# interval bonus week created by marriott



## 1965 (Dec 5, 2008)

#1
I deposited a marriott one bedroom. It gave me a Interval bonus week.

when I have deposited by my fox run two bedroom, it gave me a Interval bonus week, for a two bedroom.

will the interval bonus week, that came from a marriott one bedroom deposit
will only be good for a one bedroom at interval or also a two bedoom
like the fox run two bedroom deposit, that created a bonus week.

#2
will a marriott deposit created bonus week with interval
have a mariott internal trading advantage
over
a fox run deposited created bonus week with interval
just
like a 
Marriott deposit with interval has a trading advantage with itnerval
over a fox run deposit with interval


----------



## Dave M (Dec 5, 2008)

Rather than repeat everything here, please see this link from the FAQs for this Marriott forum that explains how to use an Accommodation Certificate or "AC" (the Interval "bonus week"). The FAQs are located at the top of the list of topics for this Marriott forum.

However, the short answers are that... 

(1) Your AC can be used to confirm a week of any size, whether a studio or a 2BR, depending on what's available.

(2) No, your AC will not have the Marriott internal 24-day trading preference. It will be subject to a grid of mostly off-season weeks, similar to the AC you get with your Foxrun week. As explained at the link, the grid disappears and you can see and confirm almost any week in II's system when searching only within the next 59 days from the date of your search.


----------



## 1965 (Dec 5, 2008)

i am now more confused than ever,after your response to my Question #2
I just put in my interval bonus week, that was created with marriott deposit
at Interval
and
it gave me a two bedroom at marriott cypress harbour June 28,2009-July 5,2009

I then used my Interval bonus week, that was created with my Fox run depsoit at Interval
+
it did not give me a two bedroom at Marriott Cypress harbour June 28,2009-July 5,2009

was this a "one time fluke" and normally
a marriott depsoite/generated Interval bonus week
is
no different than a non Marriott/Deposit/Generated bonus week


----------



## rsackett (Dec 5, 2008)

1965 said:


> i am now more confused than ever,after your response to my Question #2
> I just put in my interval bonus week, that was created with marriott deposit
> at Interval
> and
> ...



AC's will have different trading power.  Trading power is based on the unit deposited that generated the AC.  Also AC's can have different grids.

Ray


----------



## Dave M (Dec 5, 2008)

No need to be confused.
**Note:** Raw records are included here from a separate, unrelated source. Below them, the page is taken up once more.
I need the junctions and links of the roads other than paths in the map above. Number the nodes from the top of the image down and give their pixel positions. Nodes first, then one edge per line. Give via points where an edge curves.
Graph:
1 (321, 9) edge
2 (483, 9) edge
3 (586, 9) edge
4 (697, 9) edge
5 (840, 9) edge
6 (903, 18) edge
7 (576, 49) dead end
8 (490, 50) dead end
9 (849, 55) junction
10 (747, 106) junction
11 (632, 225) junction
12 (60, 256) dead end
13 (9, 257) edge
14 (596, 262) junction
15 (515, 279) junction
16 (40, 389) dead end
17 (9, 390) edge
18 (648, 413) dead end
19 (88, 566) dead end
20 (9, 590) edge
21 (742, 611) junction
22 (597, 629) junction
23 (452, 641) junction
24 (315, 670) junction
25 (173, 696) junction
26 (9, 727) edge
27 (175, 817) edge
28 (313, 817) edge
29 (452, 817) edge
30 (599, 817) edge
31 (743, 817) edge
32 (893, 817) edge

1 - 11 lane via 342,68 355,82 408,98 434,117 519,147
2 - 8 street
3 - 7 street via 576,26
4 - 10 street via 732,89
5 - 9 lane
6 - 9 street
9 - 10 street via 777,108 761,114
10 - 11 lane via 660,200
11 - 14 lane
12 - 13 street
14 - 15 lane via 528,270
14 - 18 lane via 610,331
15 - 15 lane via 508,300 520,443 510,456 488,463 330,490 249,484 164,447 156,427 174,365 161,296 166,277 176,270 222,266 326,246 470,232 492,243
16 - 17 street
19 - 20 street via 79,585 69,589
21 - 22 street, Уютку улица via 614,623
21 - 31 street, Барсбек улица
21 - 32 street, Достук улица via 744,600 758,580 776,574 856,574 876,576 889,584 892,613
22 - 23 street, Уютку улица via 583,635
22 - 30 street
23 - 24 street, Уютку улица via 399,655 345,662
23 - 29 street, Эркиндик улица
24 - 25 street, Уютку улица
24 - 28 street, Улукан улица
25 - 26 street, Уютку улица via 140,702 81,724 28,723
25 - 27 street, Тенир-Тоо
Different ACs can have different strength when seeking weeks. Although the AC won't have the same strength as your deposited week, an AC for a strong trading week will often pull resorts of quality si8milar to the week you deposited. Thus, an AC obtained from depositing a Marriott week will very often pull other Marriott weeks.

But to be clear, your AC does not have the Marriott internal trading preference. Thus, your AC can't see a Marriott week within the first 24 days after that week is deposited.


- - - - 

Edited to add that it looks as though Ray and I were posting at the same time. I'm glad we had the same response!


----------



## NJDave (Dec 6, 2008)

I own Marriott and Foxrun.

The Marriott AC's will pull Marriott's that my Foxrun would not.  For instance, when I searched for Hawaii or Aruba with the Foxrun AC, the Marriotts would not show up but they would with the Marriott AC.  My experience has been that the Marriott AC has been more valuable.


----------



## dougp26364 (Dec 6, 2008)

I don't think the OP's talking about an AC. In post #4 he specifically said that when he made his deposit, it gave him a specific 2 bedroom week at Cypress Harbor. AC's do not give specific weeks, just a certificate with a grid. Bonus weeks do get specific weeks.

Bonus weeks are pretty rare. There have been two times when I received a bonus week. Once as an incentive to buy at Marriott's Ocean Pointe and again when the I.I. rep gave me some bad advice that cost me my studio deposit with Interval. Both of these were specific units, specific weeks and at resorts different than what I owned. They did not work the same as an AC but did work just like any other deposit I made.

Now, I have never heard of Marriott giving bonus weeks just for making a deposit and I am somewhat confused by the OP's posts in this thread. The description given fits that of both an AC and a bonus week. I'm not 100% certain exactly what the OP is describing.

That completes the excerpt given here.